**Required action**
Copy out all the lines of the data that hold the word "Atlanta".
------------------------------------------------
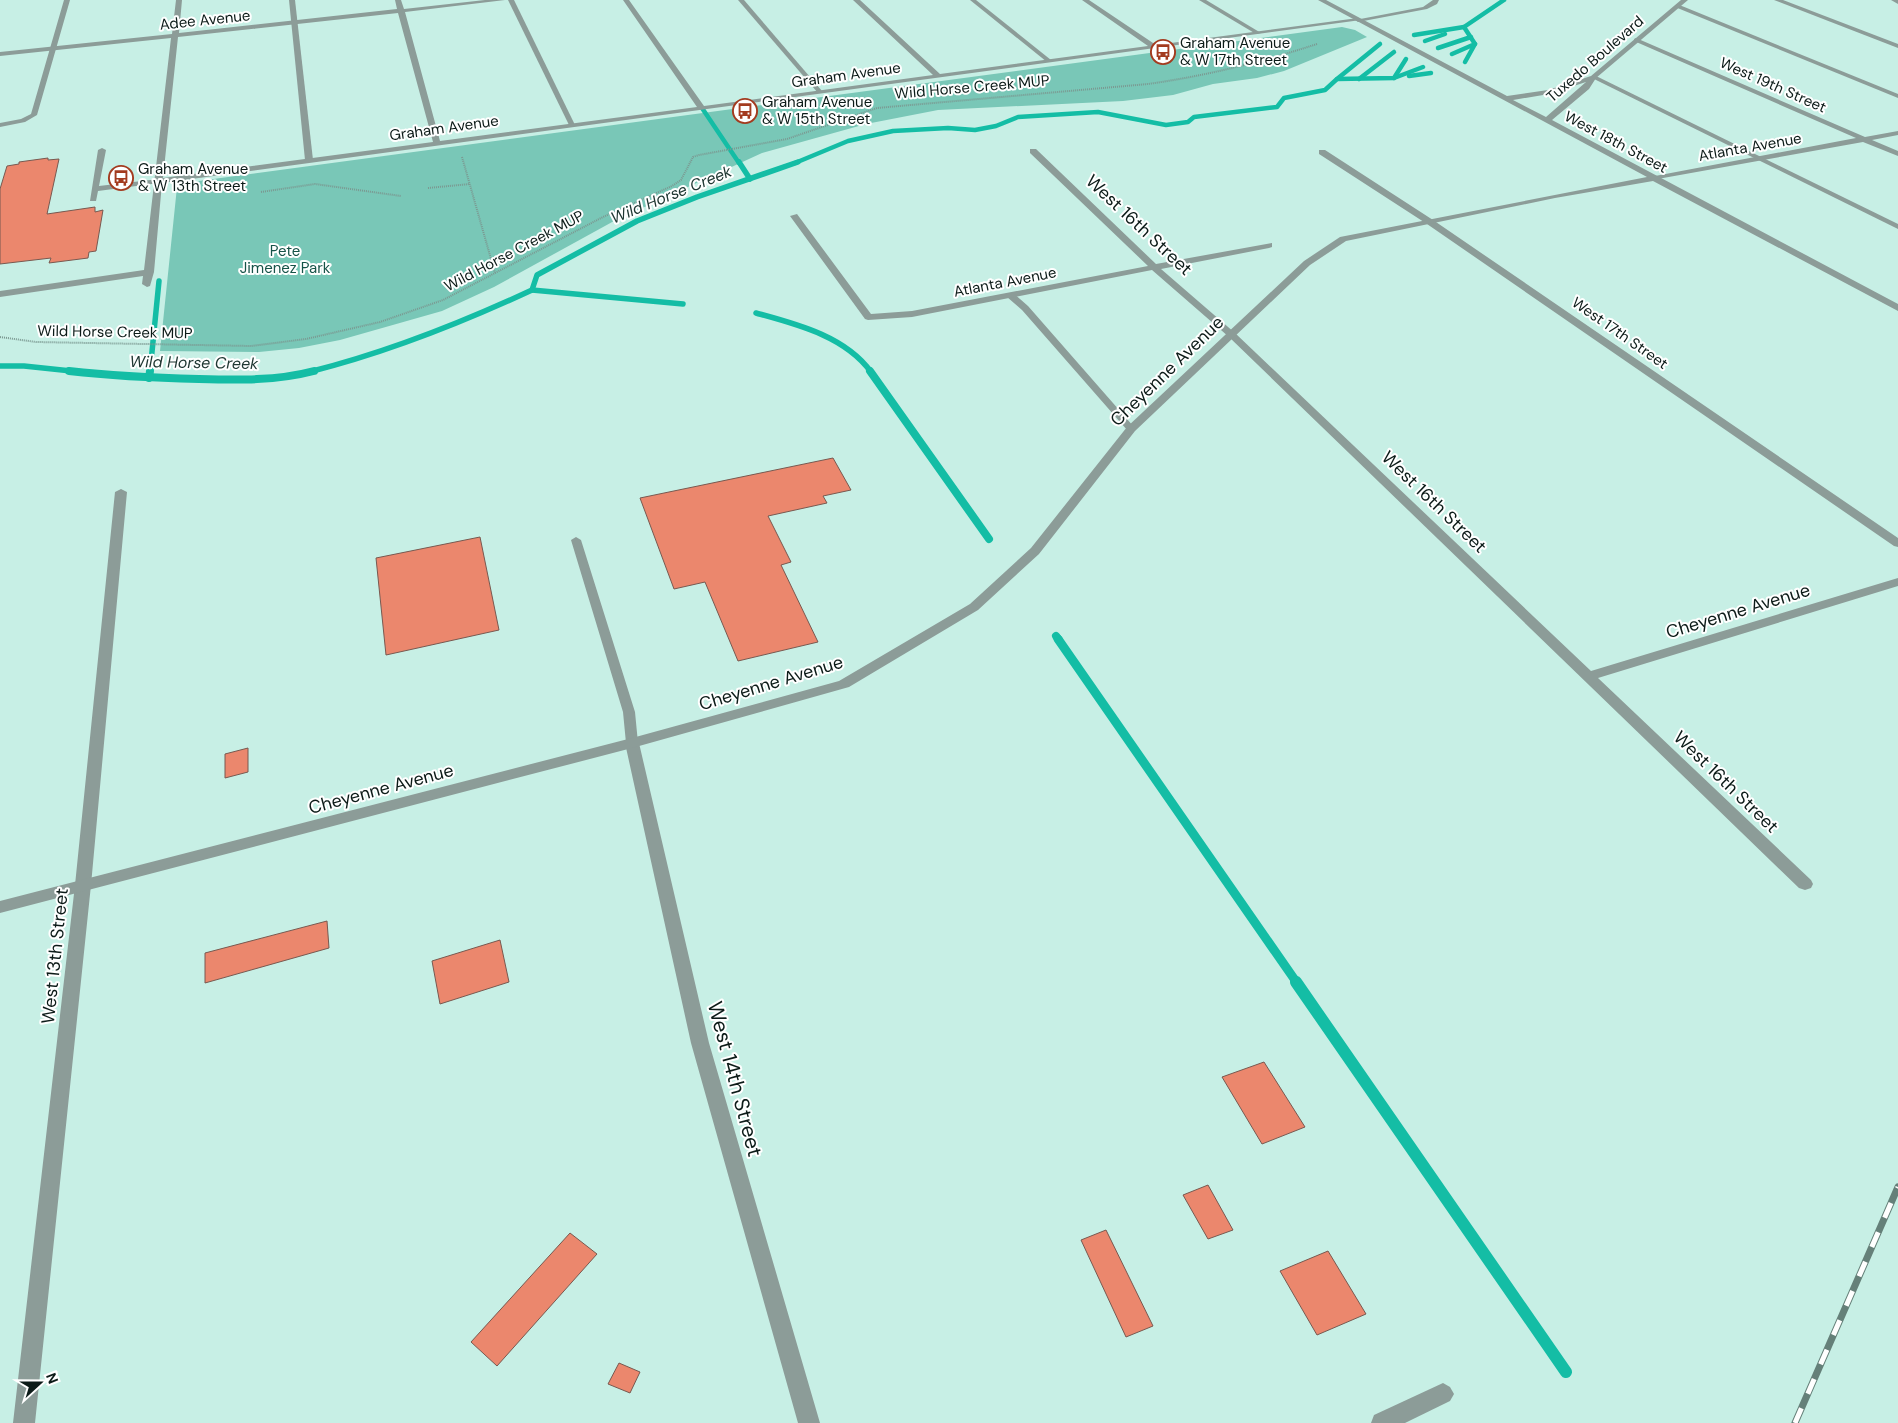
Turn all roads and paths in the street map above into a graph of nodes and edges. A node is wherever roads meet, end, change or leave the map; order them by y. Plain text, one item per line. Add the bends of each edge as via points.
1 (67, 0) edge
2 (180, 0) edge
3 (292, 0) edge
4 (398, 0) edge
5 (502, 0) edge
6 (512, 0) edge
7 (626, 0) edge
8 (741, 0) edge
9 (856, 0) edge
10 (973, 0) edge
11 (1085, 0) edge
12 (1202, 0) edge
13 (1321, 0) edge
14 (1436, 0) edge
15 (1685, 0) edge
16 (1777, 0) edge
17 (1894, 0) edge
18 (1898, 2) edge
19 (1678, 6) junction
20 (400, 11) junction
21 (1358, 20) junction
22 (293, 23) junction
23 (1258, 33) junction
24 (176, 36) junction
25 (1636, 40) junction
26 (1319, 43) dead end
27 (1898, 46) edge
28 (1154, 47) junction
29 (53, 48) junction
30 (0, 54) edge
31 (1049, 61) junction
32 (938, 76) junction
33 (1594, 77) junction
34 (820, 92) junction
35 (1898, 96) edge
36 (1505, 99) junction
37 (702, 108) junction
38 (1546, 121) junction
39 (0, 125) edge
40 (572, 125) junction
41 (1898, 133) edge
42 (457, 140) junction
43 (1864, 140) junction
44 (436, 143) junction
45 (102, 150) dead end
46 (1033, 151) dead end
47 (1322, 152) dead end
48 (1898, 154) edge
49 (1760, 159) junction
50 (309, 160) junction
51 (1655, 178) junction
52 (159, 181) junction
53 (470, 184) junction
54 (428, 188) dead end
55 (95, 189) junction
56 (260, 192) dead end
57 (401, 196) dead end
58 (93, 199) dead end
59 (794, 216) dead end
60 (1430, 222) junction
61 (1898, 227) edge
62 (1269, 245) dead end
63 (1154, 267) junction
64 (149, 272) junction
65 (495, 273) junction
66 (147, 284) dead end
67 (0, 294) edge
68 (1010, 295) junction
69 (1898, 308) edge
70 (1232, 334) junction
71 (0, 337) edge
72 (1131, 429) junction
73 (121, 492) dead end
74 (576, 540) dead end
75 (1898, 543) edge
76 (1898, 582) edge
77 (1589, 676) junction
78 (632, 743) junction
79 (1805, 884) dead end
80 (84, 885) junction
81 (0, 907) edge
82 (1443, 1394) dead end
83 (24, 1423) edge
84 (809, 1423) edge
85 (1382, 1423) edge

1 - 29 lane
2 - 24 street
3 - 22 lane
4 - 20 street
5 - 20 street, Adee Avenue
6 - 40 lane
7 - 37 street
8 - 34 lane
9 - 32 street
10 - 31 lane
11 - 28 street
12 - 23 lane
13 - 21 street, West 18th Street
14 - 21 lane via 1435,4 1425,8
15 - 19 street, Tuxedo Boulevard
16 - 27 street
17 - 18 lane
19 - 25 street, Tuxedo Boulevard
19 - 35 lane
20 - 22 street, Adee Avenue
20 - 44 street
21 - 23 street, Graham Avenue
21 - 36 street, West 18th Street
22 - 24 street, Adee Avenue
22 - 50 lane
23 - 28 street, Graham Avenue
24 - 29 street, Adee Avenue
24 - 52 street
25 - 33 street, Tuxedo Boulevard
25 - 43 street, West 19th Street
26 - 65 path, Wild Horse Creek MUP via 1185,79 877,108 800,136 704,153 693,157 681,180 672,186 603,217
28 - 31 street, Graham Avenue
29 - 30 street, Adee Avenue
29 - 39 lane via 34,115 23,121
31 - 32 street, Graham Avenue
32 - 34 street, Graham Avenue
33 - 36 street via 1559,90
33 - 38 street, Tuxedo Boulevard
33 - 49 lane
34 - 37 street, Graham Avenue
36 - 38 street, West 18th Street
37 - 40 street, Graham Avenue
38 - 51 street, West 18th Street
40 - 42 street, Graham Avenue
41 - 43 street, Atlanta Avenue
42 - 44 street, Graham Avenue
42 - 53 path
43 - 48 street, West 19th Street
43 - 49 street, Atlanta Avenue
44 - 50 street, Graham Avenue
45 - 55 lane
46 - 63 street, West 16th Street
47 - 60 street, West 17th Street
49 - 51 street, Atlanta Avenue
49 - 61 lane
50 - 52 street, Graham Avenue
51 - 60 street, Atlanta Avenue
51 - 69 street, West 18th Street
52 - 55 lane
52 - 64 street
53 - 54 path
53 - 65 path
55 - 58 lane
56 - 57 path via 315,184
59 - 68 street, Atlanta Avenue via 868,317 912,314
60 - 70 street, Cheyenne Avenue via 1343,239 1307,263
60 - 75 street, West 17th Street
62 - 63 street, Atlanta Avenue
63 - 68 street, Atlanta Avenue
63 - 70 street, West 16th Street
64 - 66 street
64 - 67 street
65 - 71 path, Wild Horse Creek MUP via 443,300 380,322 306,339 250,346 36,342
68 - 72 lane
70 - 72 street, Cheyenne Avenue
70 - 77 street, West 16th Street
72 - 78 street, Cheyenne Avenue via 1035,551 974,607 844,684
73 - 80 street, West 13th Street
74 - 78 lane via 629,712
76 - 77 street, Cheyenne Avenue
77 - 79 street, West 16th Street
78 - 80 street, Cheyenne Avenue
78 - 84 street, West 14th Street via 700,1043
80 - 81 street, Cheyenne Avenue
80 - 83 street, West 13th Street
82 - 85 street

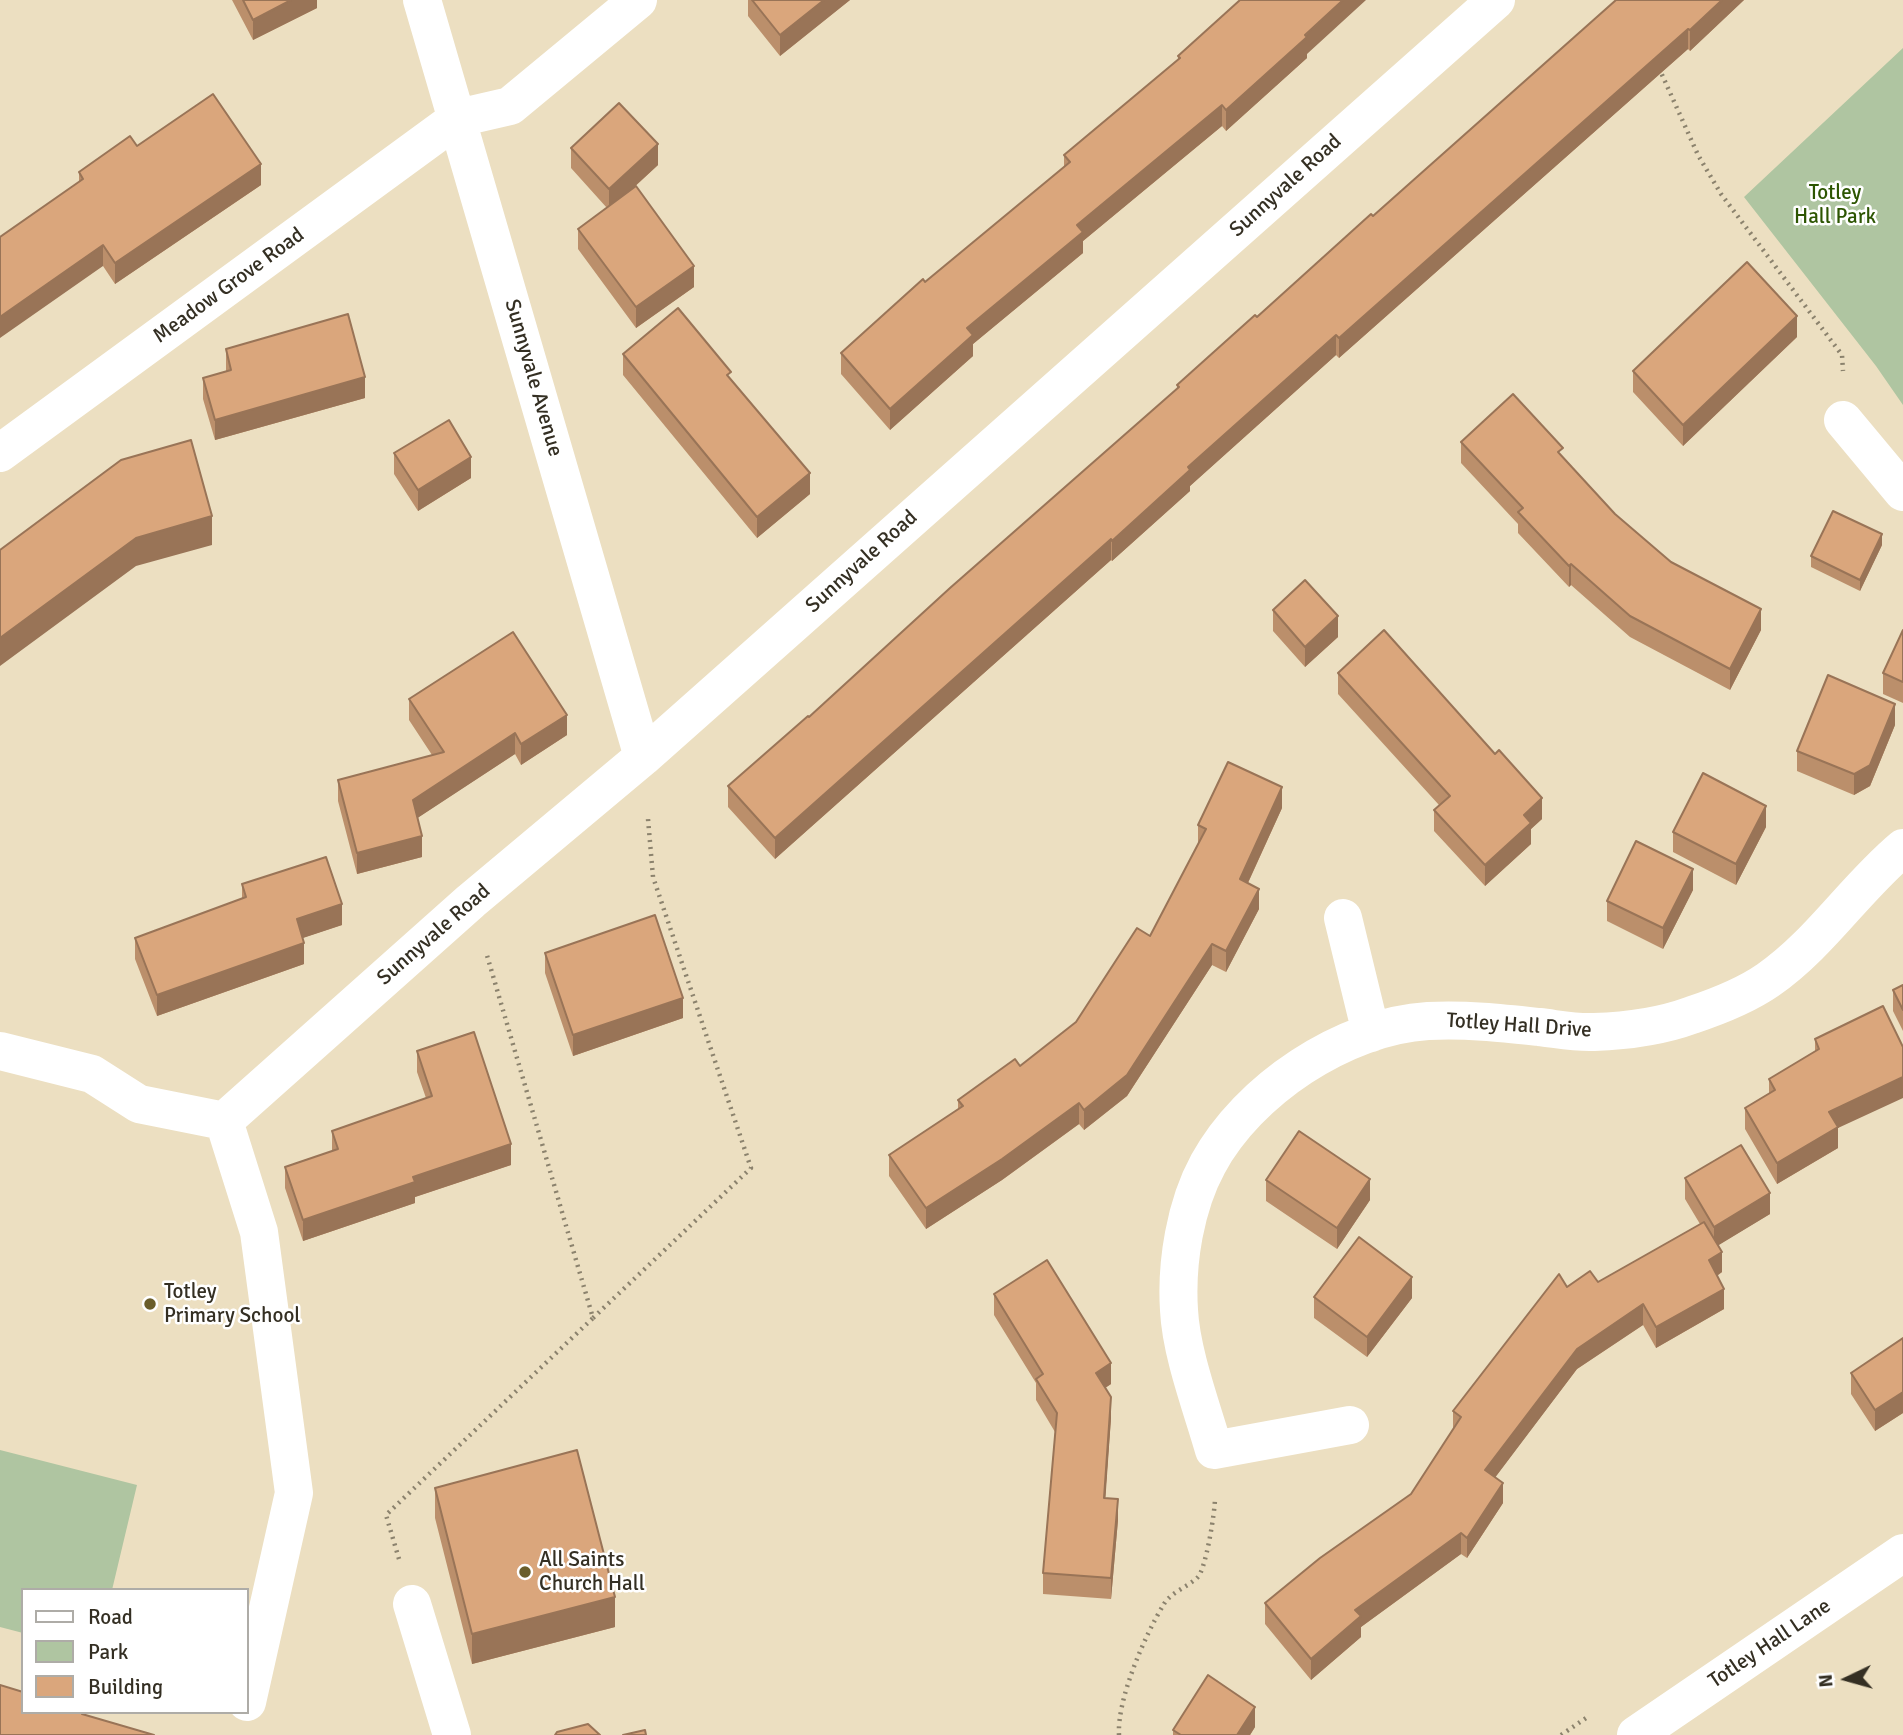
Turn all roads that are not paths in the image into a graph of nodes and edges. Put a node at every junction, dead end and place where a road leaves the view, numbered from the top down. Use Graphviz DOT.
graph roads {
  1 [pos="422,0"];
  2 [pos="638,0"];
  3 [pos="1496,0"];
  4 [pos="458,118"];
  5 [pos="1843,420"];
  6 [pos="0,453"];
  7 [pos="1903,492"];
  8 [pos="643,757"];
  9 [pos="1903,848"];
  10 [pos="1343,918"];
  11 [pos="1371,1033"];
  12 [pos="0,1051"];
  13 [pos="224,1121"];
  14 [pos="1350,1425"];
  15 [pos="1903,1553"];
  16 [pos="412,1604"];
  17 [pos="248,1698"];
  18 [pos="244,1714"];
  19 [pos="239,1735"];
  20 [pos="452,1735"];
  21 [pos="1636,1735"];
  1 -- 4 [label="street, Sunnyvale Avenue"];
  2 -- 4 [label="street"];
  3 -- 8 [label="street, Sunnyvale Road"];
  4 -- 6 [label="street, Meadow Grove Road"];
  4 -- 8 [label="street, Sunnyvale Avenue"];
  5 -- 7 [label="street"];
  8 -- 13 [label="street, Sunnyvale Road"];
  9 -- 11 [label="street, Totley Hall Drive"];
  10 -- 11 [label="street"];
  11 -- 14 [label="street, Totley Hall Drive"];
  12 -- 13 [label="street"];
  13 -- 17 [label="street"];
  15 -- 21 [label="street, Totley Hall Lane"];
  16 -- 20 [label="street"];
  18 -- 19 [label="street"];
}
------------------------------------------------
**Exercise output**
41 - 43 street, Atlanta Avenue
43 - 49 street, Atlanta Avenue
49 - 51 street, Atlanta Avenue
51 - 60 street, Atlanta Avenue
59 - 68 street, Atlanta Avenue via 868,317 912,314
62 - 63 street, Atlanta Avenue
63 - 68 street, Atlanta Avenue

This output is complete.